Directions for this task: Give back all of the data exactly as it stands, with the pictures removed.

——————————

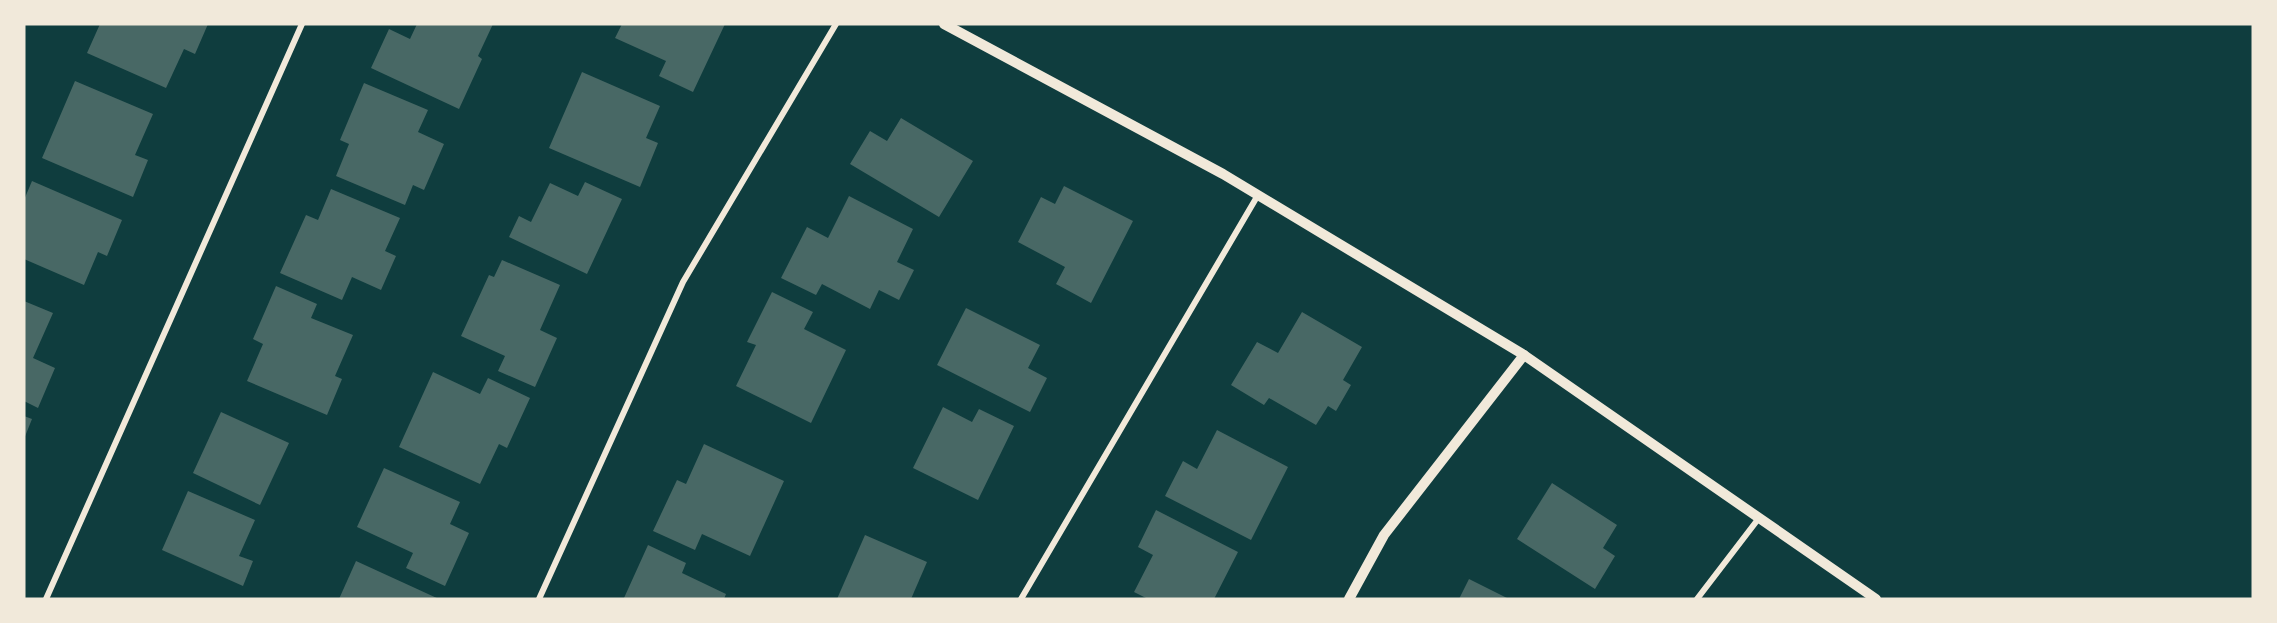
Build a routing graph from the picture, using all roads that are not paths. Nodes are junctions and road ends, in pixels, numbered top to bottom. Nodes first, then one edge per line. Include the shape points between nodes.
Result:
1 (302, 24) edge
2 (836, 24) edge
3 (944, 24) edge
4 (1258, 195) junction
5 (1524, 355) junction
6 (1759, 518) junction
7 (46, 599) edge
8 (539, 599) edge
9 (1021, 599) edge
10 (1349, 599) edge
11 (1696, 599) edge
12 (1876, 599) edge

1 - 7 street
2 - 8 street via 683,282
3 - 4 street
4 - 5 street
4 - 9 street
5 - 6 street
5 - 10 street via 1384,535
6 - 11 street
6 - 12 street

——————————

Task response:
Build a routing graph from the picture, using all roads that are not paths. Nodes are junctions and road ends, in pixels, numbered top to bottom. Nodes first, then one edge per line. Include the shape points between nodes.
Result:
1 (302, 24) edge
2 (836, 24) edge
3 (944, 24) edge
4 (1258, 195) junction
5 (1524, 355) junction
6 (1759, 518) junction
7 (46, 599) edge
8 (539, 599) edge
9 (1021, 599) edge
10 (1349, 599) edge
11 (1696, 599) edge
12 (1876, 599) edge

1 - 7 street
2 - 8 street via 683,282
3 - 4 street
4 - 5 street
4 - 9 street
5 - 6 street
5 - 10 street via 1384,535
6 - 11 street
6 - 12 street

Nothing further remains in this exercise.